> _Problem statement_
No images, please. Copy each entry below exactly as it reads.

Extracted entries below:

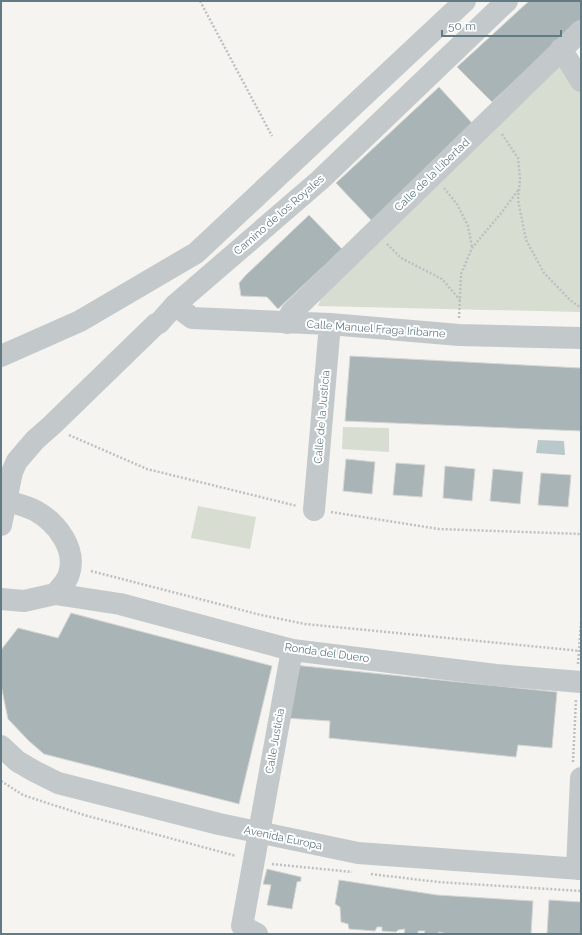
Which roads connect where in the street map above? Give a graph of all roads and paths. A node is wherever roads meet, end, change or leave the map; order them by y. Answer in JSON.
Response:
{"nodes":[{"id":1,"x":200,"y":1,"type":"edge"},
{"id":2,"x":465,"y":1,"type":"edge"},
{"id":3,"x":507,"y":1,"type":"edge"},
{"id":4,"x":581,"y":31,"type":"edge"},
{"id":5,"x":561,"y":50,"type":"junction"},
{"id":6,"x":581,"y":81,"type":"edge"},
{"id":7,"x":489,"y":120,"type":"junction"},
{"id":8,"x":272,"y":136,"type":"dead end"},
{"id":9,"x":433,"y":175,"type":"junction"},
{"id":10,"x":519,"y":189,"type":"junction"},
{"id":11,"x":374,"y":232,"type":"junction"},
{"id":12,"x":472,"y":248,"type":"junction"},
{"id":13,"x":460,"y":300,"type":"junction"},
{"id":14,"x":175,"y":305,"type":"junction"},
{"id":15,"x":581,"y":308,"type":"edge"},
{"id":16,"x":459,"y":320,"type":"dead end"},
{"id":17,"x":287,"y":323,"type":"junction"},
{"id":18,"x":330,"y":324,"type":"junction"},
{"id":19,"x":581,"y":338,"type":"edge"},
{"id":20,"x":1,"y":356,"type":"edge"},
{"id":21,"x":7,"y":502,"type":"junction"},
{"id":22,"x":314,"y":510,"type":"dead end"},
{"id":23,"x":1,"y":525,"type":"edge"},
{"id":24,"x":91,"y":571,"type":"dead end"},
{"id":25,"x":55,"y":594,"type":"junction"},
{"id":26,"x":1,"y":599,"type":"edge"},
{"id":27,"x":581,"y":623,"type":"edge"},
{"id":28,"x":292,"y":650,"type":"junction"},
{"id":29,"x":580,"y":651,"type":"edge"},
{"id":30,"x":579,"y":682,"type":"edge"},
{"id":31,"x":1,"y":746,"type":"edge"},
{"id":32,"x":577,"y":770,"type":"edge"},
{"id":33,"x":259,"y":833,"type":"junction"},
{"id":34,"x":575,"y":869,"type":"edge"},
{"id":35,"x":565,"y":890,"type":"dead end"},
{"id":36,"x":257,"y":934,"type":"edge"}],
"edges":[{"from":1,"to":8,"type":"path"},
{"from":2,"to":20,"type":"street"},
{"from":3,"to":14,"type":"street","name":"Camino de los Royales"},
{"from":4,"to":5,"type":"street","name":"Calle de la Libertad"},
{"from":5,"to":6,"type":"street"},
{"from":5,"to":7,"type":"street","name":"Calle de la Libertad"},
{"from":7,"to":9,"type":"street","name":"Calle de la Libertad"},
{"from":7,"to":10,"type":"path"},
{"from":9,"to":11,"type":"street","name":"Calle de la Libertad"},
{"from":9,"to":12,"type":"path"},
{"from":10,"to":12,"type":"path"},
{"from":10,"to":15,"type":"path"},
{"from":11,"to":13,"type":"path"},
{"from":11,"to":17,"type":"street","name":"Calle de la Libertad"},
{"from":12,"to":13,"type":"path"},
{"from":13,"to":16,"type":"path"},
{"from":14,"to":17,"type":"street","name":"Calle Manuel Fraga Iribarne"},
{"from":14,"to":21,"type":"street","name":"Camino de los Royales"},
{"from":17,"to":18,"type":"street","name":"Calle Manuel Fraga Iribarne"},
{"from":18,"to":19,"type":"street","name":"Calle Manuel Fraga Iribarne"},
{"from":18,"to":22,"type":"street","name":"Calle de la Justicia"},
{"from":21,"to":23,"type":"street"},
{"from":21,"to":25,"type":"street"},
{"from":24,"to":29,"type":"path"},
{"from":25,"to":26,"type":"street","name":"Ronda del Duero"},
{"from":25,"to":28,"type":"street","name":"Ronda del Duero"},
{"from":27,"to":29,"type":"path"},
{"from":28,"to":30,"type":"street","name":"Ronda del Duero"},
{"from":28,"to":33,"type":"street","name":"Calle Justicia"},
{"from":29,"to":30,"type":"path"},
{"from":30,"to":32,"type":"path"},
{"from":31,"to":33,"type":"street","name":"Avenida Europa"},
{"from":32,"to":34,"type":"street"},
{"from":33,"to":34,"type":"street","name":"Avenida Europa"},
{"from":33,"to":36,"type":"street","name":"Calle Justicia"},
{"from":34,"to":35,"type":"path"}]}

End of Extracted entries.

> _Answer for this exercise_
Which roads connect where in the street map above? Give a graph of all roads and paths. A node is wherever roads meet, end, change or leave the map; order them by y. Answer in JSON.
Response:
{"nodes":[{"id":1,"x":200,"y":1,"type":"edge"},
{"id":2,"x":465,"y":1,"type":"edge"},
{"id":3,"x":507,"y":1,"type":"edge"},
{"id":4,"x":581,"y":31,"type":"edge"},
{"id":5,"x":561,"y":50,"type":"junction"},
{"id":6,"x":581,"y":81,"type":"edge"},
{"id":7,"x":489,"y":120,"type":"junction"},
{"id":8,"x":272,"y":136,"type":"dead end"},
{"id":9,"x":433,"y":175,"type":"junction"},
{"id":10,"x":519,"y":189,"type":"junction"},
{"id":11,"x":374,"y":232,"type":"junction"},
{"id":12,"x":472,"y":248,"type":"junction"},
{"id":13,"x":460,"y":300,"type":"junction"},
{"id":14,"x":175,"y":305,"type":"junction"},
{"id":15,"x":581,"y":308,"type":"edge"},
{"id":16,"x":459,"y":320,"type":"dead end"},
{"id":17,"x":287,"y":323,"type":"junction"},
{"id":18,"x":330,"y":324,"type":"junction"},
{"id":19,"x":581,"y":338,"type":"edge"},
{"id":20,"x":1,"y":356,"type":"edge"},
{"id":21,"x":7,"y":502,"type":"junction"},
{"id":22,"x":314,"y":510,"type":"dead end"},
{"id":23,"x":1,"y":525,"type":"edge"},
{"id":24,"x":91,"y":571,"type":"dead end"},
{"id":25,"x":55,"y":594,"type":"junction"},
{"id":26,"x":1,"y":599,"type":"edge"},
{"id":27,"x":581,"y":623,"type":"edge"},
{"id":28,"x":292,"y":650,"type":"junction"},
{"id":29,"x":580,"y":651,"type":"edge"},
{"id":30,"x":579,"y":682,"type":"edge"},
{"id":31,"x":1,"y":746,"type":"edge"},
{"id":32,"x":577,"y":770,"type":"edge"},
{"id":33,"x":259,"y":833,"type":"junction"},
{"id":34,"x":575,"y":869,"type":"edge"},
{"id":35,"x":565,"y":890,"type":"dead end"},
{"id":36,"x":257,"y":934,"type":"edge"}],
"edges":[{"from":1,"to":8,"type":"path"},
{"from":2,"to":20,"type":"street"},
{"from":3,"to":14,"type":"street","name":"Camino de los Royales"},
{"from":4,"to":5,"type":"street","name":"Calle de la Libertad"},
{"from":5,"to":6,"type":"street"},
{"from":5,"to":7,"type":"street","name":"Calle de la Libertad"},
{"from":7,"to":9,"type":"street","name":"Calle de la Libertad"},
{"from":7,"to":10,"type":"path"},
{"from":9,"to":11,"type":"street","name":"Calle de la Libertad"},
{"from":9,"to":12,"type":"path"},
{"from":10,"to":12,"type":"path"},
{"from":10,"to":15,"type":"path"},
{"from":11,"to":13,"type":"path"},
{"from":11,"to":17,"type":"street","name":"Calle de la Libertad"},
{"from":12,"to":13,"type":"path"},
{"from":13,"to":16,"type":"path"},
{"from":14,"to":17,"type":"street","name":"Calle Manuel Fraga Iribarne"},
{"from":14,"to":21,"type":"street","name":"Camino de los Royales"},
{"from":17,"to":18,"type":"street","name":"Calle Manuel Fraga Iribarne"},
{"from":18,"to":19,"type":"street","name":"Calle Manuel Fraga Iribarne"},
{"from":18,"to":22,"type":"street","name":"Calle de la Justicia"},
{"from":21,"to":23,"type":"street"},
{"from":21,"to":25,"type":"street"},
{"from":24,"to":29,"type":"path"},
{"from":25,"to":26,"type":"street","name":"Ronda del Duero"},
{"from":25,"to":28,"type":"street","name":"Ronda del Duero"},
{"from":27,"to":29,"type":"path"},
{"from":28,"to":30,"type":"street","name":"Ronda del Duero"},
{"from":28,"to":33,"type":"street","name":"Calle Justicia"},
{"from":29,"to":30,"type":"path"},
{"from":30,"to":32,"type":"path"},
{"from":31,"to":33,"type":"street","name":"Avenida Europa"},
{"from":32,"to":34,"type":"street"},
{"from":33,"to":34,"type":"street","name":"Avenida Europa"},
{"from":33,"to":36,"type":"street","name":"Calle Justicia"},
{"from":34,"to":35,"type":"path"}]}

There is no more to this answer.